───── The data

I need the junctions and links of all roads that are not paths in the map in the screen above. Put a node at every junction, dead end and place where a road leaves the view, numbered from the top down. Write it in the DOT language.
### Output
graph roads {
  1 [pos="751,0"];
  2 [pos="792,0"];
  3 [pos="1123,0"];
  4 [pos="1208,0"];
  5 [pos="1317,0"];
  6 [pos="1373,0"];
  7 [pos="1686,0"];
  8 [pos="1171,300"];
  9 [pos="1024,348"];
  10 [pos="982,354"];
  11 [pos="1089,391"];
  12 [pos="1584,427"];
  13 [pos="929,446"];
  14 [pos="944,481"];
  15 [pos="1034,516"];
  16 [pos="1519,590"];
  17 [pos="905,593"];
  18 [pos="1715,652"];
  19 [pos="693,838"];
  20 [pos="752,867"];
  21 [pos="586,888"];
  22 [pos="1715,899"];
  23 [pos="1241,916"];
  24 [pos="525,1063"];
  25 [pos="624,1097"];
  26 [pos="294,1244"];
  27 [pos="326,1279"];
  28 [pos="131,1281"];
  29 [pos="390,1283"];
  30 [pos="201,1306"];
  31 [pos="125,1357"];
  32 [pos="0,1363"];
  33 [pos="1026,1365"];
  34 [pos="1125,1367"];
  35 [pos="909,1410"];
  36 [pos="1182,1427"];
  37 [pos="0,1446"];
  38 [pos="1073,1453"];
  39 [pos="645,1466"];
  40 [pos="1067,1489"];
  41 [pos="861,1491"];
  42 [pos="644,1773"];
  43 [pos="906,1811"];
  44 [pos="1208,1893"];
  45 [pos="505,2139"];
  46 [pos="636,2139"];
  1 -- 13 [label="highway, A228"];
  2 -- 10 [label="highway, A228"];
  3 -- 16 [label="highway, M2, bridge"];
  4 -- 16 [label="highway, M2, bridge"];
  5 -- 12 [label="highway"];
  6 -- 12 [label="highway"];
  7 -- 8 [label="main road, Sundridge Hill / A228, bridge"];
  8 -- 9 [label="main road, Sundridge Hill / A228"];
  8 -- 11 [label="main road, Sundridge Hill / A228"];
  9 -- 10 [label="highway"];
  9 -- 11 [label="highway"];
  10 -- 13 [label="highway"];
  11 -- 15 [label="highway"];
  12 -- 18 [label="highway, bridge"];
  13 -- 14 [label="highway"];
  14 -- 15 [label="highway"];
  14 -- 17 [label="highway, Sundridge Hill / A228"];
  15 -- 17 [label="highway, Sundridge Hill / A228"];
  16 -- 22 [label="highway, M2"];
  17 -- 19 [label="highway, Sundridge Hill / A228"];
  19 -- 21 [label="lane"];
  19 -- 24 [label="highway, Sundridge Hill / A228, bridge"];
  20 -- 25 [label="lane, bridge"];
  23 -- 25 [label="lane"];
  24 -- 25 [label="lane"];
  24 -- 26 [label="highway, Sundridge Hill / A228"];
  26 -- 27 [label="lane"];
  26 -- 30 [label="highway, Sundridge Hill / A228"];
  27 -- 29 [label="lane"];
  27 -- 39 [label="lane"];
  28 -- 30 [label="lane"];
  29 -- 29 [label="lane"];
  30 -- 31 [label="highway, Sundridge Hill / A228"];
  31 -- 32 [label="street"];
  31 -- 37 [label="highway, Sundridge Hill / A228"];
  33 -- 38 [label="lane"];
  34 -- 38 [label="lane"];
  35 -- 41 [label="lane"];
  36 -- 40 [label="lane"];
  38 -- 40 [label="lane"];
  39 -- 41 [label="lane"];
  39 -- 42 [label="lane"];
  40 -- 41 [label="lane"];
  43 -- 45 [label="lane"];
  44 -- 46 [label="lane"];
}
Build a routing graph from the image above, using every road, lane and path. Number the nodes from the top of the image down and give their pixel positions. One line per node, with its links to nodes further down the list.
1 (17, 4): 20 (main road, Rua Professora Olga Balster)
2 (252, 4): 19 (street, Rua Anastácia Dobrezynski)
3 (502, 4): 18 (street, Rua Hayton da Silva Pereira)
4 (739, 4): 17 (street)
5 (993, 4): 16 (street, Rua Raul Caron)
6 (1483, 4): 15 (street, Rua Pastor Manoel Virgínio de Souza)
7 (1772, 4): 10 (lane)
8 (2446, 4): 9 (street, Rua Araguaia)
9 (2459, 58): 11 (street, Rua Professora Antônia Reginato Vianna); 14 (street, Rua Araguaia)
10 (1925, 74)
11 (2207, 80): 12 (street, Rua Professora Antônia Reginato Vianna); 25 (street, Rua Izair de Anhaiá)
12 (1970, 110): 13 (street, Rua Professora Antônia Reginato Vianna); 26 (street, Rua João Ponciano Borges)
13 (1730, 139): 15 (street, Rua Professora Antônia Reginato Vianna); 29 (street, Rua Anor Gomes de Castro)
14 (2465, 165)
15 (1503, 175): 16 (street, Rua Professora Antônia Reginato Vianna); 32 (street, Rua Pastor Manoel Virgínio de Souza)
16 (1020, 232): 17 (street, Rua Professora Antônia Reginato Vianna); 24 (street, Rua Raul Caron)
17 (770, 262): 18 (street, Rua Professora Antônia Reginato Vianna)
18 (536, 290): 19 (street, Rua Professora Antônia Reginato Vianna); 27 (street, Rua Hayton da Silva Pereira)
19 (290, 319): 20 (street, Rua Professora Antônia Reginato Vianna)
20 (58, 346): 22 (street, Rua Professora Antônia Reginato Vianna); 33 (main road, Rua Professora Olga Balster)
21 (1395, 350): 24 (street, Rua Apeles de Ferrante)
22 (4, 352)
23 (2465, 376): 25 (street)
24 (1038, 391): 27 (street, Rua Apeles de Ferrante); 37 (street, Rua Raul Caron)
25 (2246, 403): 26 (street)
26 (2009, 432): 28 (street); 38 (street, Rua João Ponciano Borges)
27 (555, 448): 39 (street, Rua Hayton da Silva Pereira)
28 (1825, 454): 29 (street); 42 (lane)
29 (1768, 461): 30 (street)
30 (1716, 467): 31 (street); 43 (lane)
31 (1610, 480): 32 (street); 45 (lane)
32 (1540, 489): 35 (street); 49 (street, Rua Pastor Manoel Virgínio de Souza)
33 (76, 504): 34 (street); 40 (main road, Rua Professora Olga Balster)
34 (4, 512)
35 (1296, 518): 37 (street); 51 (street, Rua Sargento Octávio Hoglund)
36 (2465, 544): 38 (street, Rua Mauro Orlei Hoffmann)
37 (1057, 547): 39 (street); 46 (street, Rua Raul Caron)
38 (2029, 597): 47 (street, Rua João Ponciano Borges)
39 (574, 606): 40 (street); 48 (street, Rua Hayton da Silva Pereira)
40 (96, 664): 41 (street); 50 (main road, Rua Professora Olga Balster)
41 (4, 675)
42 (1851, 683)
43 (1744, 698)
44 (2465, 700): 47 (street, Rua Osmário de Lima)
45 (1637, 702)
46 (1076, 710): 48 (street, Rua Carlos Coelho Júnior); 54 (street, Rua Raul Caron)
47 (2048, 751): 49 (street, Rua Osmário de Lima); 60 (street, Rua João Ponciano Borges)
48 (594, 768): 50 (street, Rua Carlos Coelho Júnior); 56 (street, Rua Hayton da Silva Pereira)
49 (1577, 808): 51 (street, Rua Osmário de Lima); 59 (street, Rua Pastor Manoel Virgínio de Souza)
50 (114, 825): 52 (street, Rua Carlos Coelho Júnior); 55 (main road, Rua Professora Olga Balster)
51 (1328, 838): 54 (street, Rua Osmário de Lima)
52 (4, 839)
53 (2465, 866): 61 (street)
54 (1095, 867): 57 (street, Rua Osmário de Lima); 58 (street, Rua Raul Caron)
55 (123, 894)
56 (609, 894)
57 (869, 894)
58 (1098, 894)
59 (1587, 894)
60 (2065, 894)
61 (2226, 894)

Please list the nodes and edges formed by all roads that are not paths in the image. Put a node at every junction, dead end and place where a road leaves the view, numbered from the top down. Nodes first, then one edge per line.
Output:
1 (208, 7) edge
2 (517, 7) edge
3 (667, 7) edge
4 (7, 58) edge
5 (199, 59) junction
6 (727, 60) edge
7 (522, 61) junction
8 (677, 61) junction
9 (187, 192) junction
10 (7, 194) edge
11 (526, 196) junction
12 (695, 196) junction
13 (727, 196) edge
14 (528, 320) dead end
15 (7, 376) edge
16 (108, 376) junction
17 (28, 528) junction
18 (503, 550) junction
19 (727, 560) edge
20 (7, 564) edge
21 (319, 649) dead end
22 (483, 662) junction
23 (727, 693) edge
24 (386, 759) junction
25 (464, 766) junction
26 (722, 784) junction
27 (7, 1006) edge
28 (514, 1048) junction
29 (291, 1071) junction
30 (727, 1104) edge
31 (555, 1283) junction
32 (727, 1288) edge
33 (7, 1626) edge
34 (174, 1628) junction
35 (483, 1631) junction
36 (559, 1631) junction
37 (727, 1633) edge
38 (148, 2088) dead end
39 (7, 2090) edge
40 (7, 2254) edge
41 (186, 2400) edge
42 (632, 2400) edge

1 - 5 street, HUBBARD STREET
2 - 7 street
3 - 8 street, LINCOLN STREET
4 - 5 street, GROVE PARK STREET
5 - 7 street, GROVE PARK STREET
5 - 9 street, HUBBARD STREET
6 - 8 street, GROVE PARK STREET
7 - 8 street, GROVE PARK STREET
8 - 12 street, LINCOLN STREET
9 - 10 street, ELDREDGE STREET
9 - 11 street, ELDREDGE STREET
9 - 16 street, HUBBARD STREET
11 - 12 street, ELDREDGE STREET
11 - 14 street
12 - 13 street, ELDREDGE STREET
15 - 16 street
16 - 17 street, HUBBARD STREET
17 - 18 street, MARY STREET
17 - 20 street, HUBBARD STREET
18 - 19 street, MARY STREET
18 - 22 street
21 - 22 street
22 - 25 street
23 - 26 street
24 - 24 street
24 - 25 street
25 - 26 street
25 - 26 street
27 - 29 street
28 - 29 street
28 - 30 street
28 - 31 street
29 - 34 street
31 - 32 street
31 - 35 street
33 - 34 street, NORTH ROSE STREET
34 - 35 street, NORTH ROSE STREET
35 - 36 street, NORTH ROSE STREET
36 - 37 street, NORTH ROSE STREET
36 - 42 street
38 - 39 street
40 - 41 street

──────────

- [Task to complete]: A complete answer lists each line of the data that holds the word "paths".

- [Response area]:
I need the junctions and links of all roads that are not paths in the map in the screen above. Put a node at every junction, dead end and place where a road leaves the view, numbered from the top down. Write it in the DOT language.
Please list the nodes and edges formed by all roads that are not paths in the image. Put a node at every junction, dead end and place where a road leaves the view, numbered from the top down. Nodes first, then one edge per line.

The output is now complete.